Consider the level of fiscal stimulus, monetary stimulus through lower rates (cheaper credit), and expense reduction (moratoriums, forbearance).

The sheer magnitude of demand stimulation is frankly obvious, even without digging into the data. Of course, the data backs up this theory as well.

Saying it's "covid" isn't saying anything at all. You have to quantify what you're suggesting. What is the mechanism that can explain persistently higher goods spending? The data doesn't bear out substitution as the primary mechanism, either way.


There’s a backlog of savings from limited service spending that is being worked through right now.


Do you disagree that aggregate personal income was massively enhanced through stimulus spending? The facts show this.

You seem very intent on not considering that fact when it's the most obvious factor by a wide margin, with all of the data supporting it.

Are you aware of the size of federal deficit spending in 2020/2021? The level of monetary policy easing leading to more credit availability to consumers?

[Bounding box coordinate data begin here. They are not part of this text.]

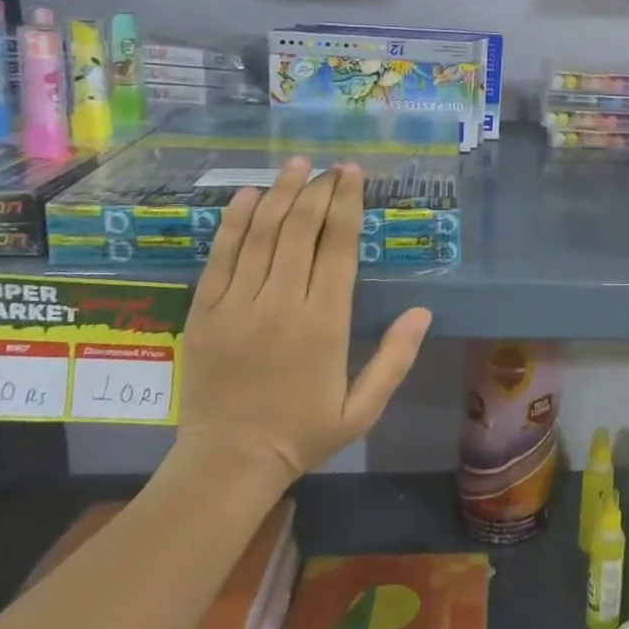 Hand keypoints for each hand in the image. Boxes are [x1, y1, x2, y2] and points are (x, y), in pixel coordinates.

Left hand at [177, 158, 432, 485]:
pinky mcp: (205, 312)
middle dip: (318, 190)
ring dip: (281, 194)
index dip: (347, 204)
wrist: (228, 462)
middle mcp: (281, 304)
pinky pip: (221, 257)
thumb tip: (423, 312)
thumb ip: (395, 358)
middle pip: (300, 230)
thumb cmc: (304, 433)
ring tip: (295, 165)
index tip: (352, 174)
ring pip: (262, 235)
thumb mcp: (363, 407)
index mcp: (324, 322)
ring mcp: (238, 305)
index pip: (337, 247)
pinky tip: (248, 196)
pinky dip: (235, 223)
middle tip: (330, 167) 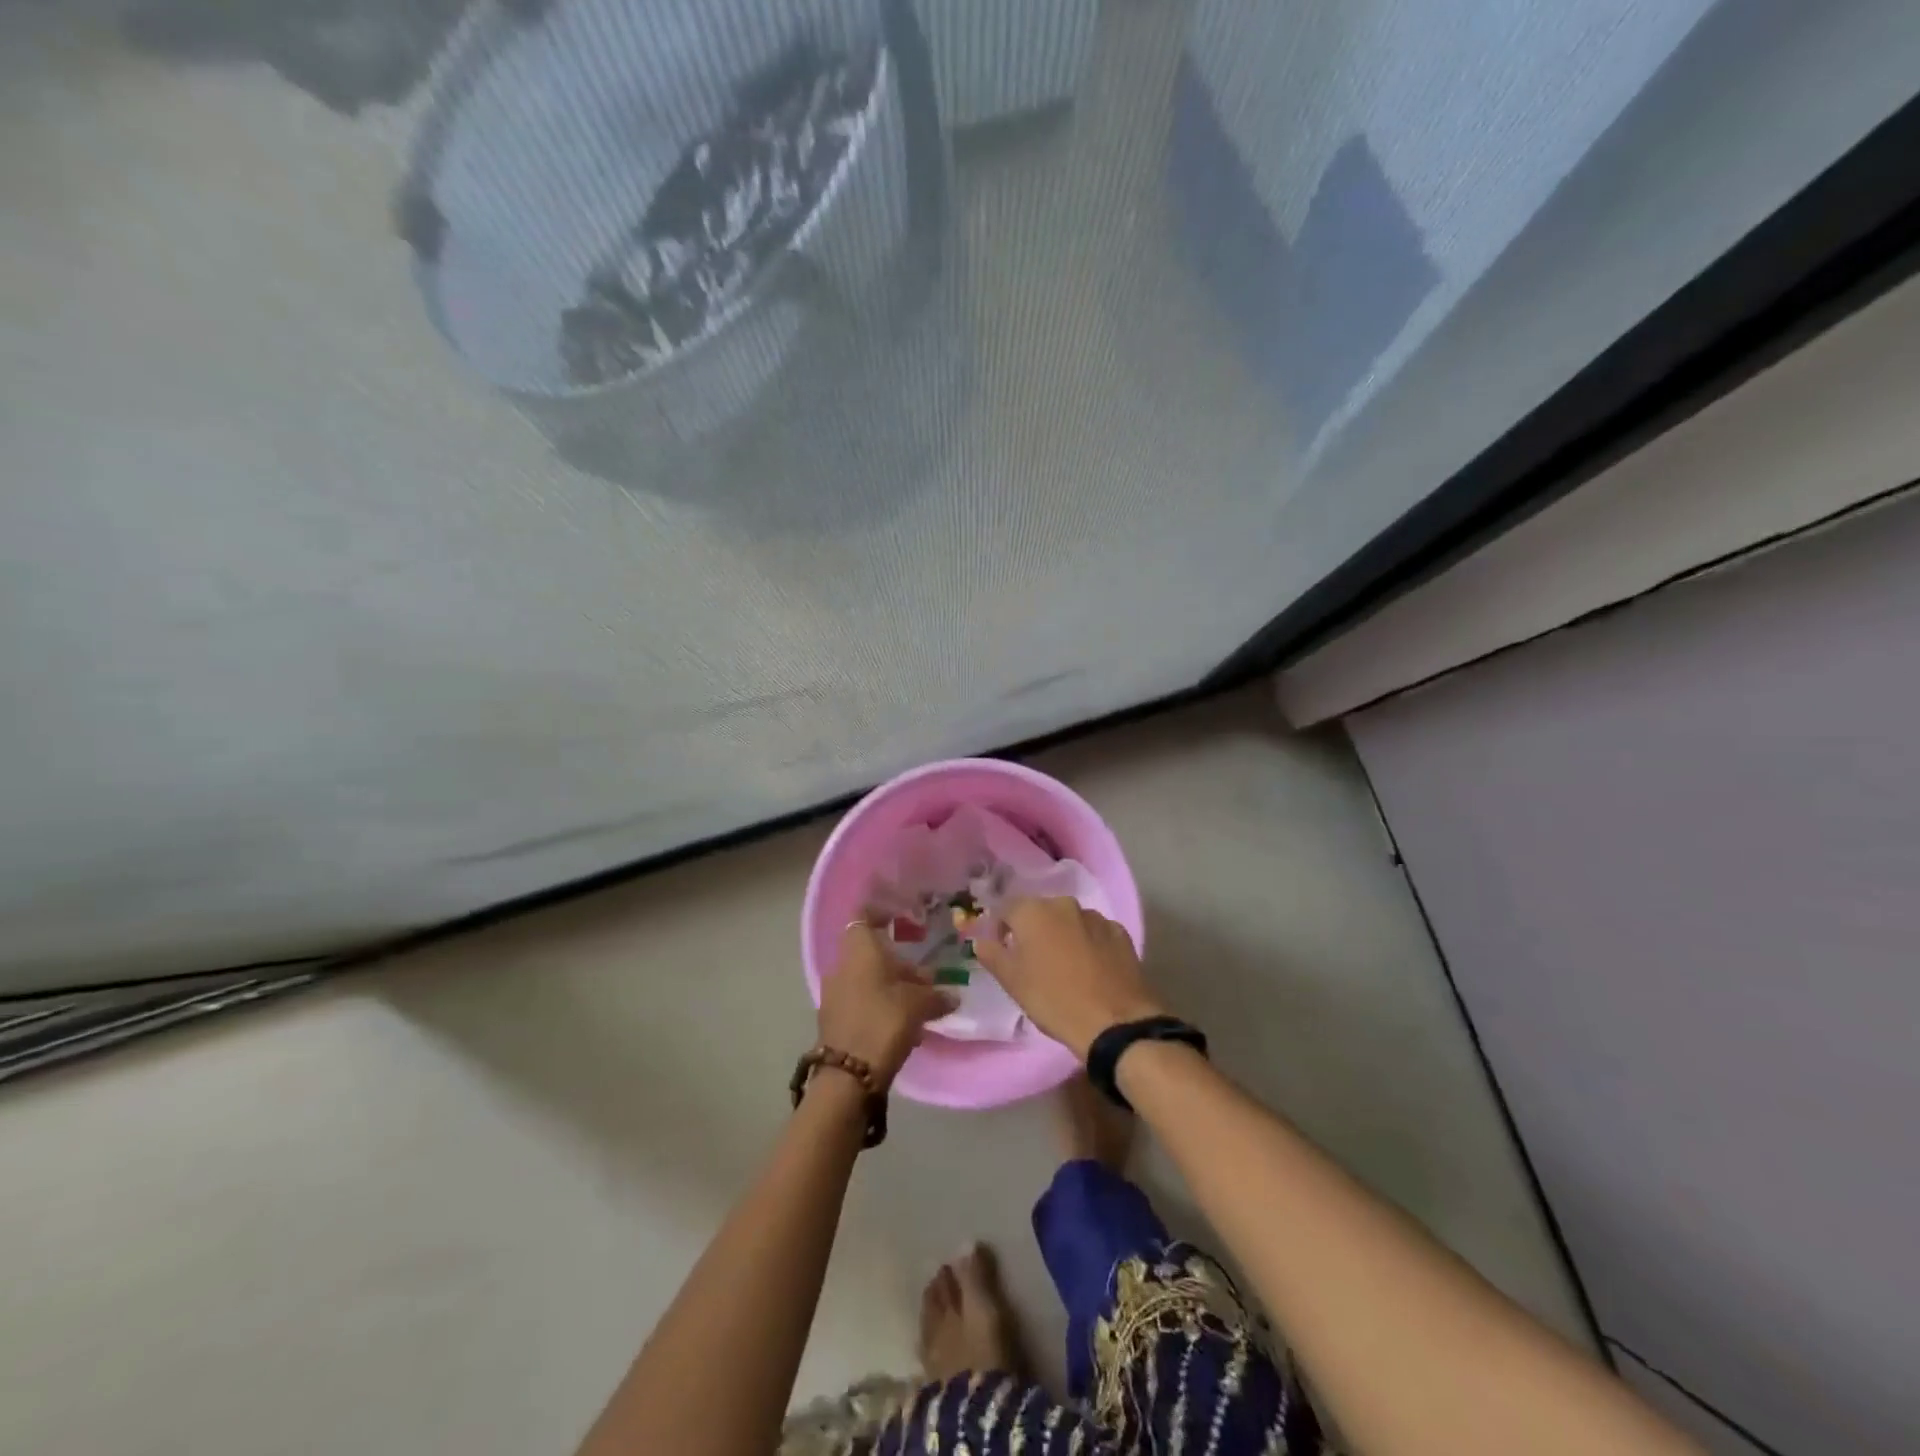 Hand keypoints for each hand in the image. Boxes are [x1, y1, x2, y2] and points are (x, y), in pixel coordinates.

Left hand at [818, 923, 954, 1087]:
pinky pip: (861, 1003)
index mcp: (859, 952)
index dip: (880, 914)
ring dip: (891, 988)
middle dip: (898, 965)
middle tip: (926, 980)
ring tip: (920, 1007)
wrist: (848, 1075)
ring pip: (867, 980)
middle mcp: (842, 967)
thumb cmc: (884, 1022)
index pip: (863, 917)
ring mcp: (834, 995)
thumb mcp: (918, 1005)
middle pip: (871, 955)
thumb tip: (952, 996)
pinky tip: (904, 1028)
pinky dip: (881, 1007)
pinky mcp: (834, 1021)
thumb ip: (936, 996)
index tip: (899, 919)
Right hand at [974, 897, 1165, 1059]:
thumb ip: (992, 955)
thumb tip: (981, 940)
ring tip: (1065, 967)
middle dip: (1033, 931)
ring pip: (1069, 921)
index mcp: (1032, 911)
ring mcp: (1096, 916)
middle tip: (1033, 961)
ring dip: (1062, 936)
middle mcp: (1064, 904)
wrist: (1114, 1022)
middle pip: (1040, 912)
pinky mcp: (1120, 932)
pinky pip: (1095, 933)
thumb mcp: (1012, 982)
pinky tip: (1091, 970)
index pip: (1005, 909)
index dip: (1000, 929)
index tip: (1003, 951)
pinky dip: (1088, 944)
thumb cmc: (1053, 1000) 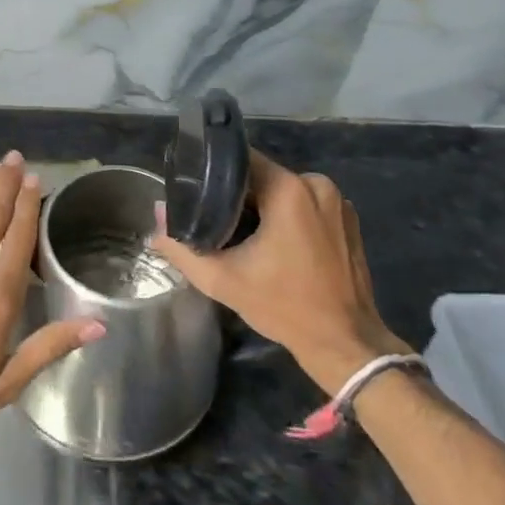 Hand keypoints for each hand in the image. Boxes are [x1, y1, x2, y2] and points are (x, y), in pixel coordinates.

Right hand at [149, 151, 409, 394]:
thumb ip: (182, 246)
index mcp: (289, 189)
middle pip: (262, 176)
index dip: (213, 174)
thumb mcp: (222, 279)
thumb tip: (156, 215)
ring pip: (283, 191)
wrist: (345, 344)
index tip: (194, 192)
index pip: (240, 160)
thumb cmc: (284, 306)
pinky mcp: (348, 220)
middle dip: (236, 195)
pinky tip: (274, 244)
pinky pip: (305, 204)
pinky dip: (287, 217)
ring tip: (240, 233)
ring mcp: (338, 202)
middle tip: (212, 220)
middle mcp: (316, 184)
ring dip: (262, 207) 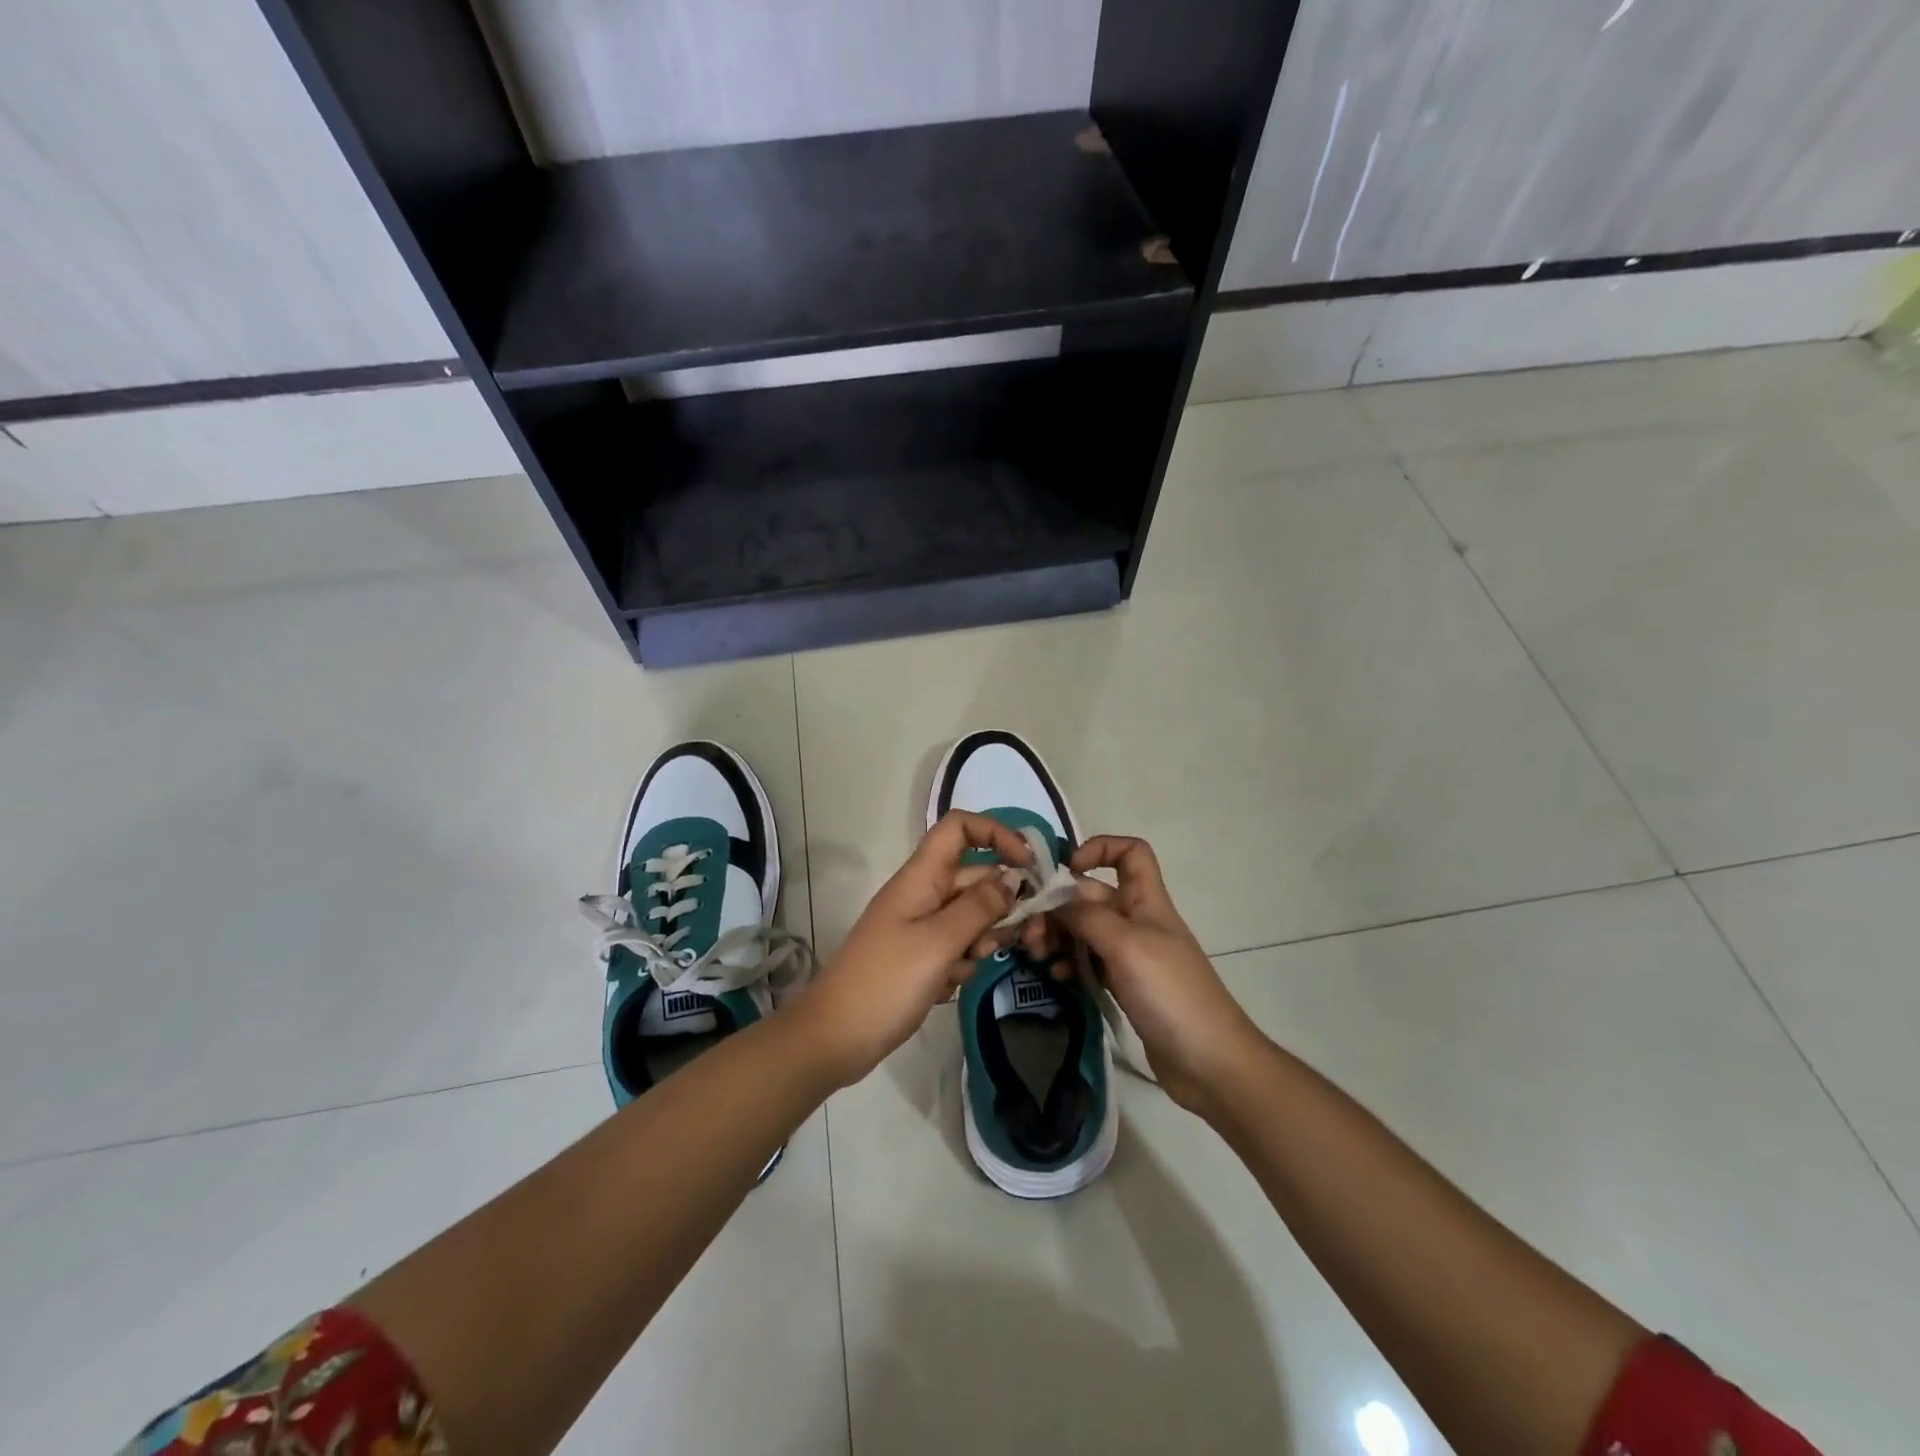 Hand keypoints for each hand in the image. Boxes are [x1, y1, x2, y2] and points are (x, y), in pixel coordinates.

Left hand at [793, 811, 1033, 1087]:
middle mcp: (923, 893)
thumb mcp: (938, 942)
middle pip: (975, 876)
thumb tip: (1012, 878)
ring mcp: (920, 925)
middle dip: (1004, 901)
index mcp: (921, 877)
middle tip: (1028, 936)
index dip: (996, 834)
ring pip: (971, 914)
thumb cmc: (885, 983)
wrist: (835, 1038)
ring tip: (972, 964)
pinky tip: (949, 986)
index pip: (960, 828)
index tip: (1028, 865)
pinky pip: (957, 945)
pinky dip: (963, 962)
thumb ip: (979, 907)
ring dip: (984, 936)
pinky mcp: (921, 956)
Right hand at [1053, 836, 1265, 1114]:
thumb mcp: (1126, 945)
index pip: (1130, 853)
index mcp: (1146, 901)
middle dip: (1059, 905)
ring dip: (1058, 935)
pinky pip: (1089, 962)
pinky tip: (1056, 977)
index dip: (1100, 849)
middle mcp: (1138, 921)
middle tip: (1030, 931)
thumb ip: (1088, 916)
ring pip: (1086, 929)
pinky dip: (1070, 963)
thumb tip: (1058, 897)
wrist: (1210, 1063)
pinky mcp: (1125, 986)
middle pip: (1093, 895)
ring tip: (1037, 954)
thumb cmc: (1171, 993)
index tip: (1068, 868)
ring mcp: (1131, 955)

It's intellectually dishonest to attribute elevated retail sales solely, or even primarily to the substitution effect


You can see here that the trend line for imports is consistent for the past 4 years: https://tradingeconomics.com/united-states/imports

So you could say that it’s the deficit (e.g. the big tax cut from 4 years ago) that precipitated to this.

My point is that “stimulus equals problems at the ports” is likely an overly simplistic answer.


How much upshifting in jobs has occurred?

Before the pandemic we talked about unfilled jobs looking for computer programmers and other higher paid positions. How many people moved from 'social' jobs to ones that required more skills but pay more?


You mean all those underemployed software engineers and all the trained programmers forced to wait tables because they couldn’t get a programming job?

That is not how I remember the world in 2019.


You took that the wrong way. Software engineers moved up. I've gotten 2 promotions since the pandemic started. I'm talking about people shifting industries in to ones that have been short staffed, like programming, and leaving the crap jobs behind.


Stimulus is a small part. The 6 Trillion dollar deficit spending over the last two years increases disposable income whether it consists of checks being mailed out to households or Pfizer or Boeing. It ends up in people's pockets and is not matched by a corresponding increase in taxes.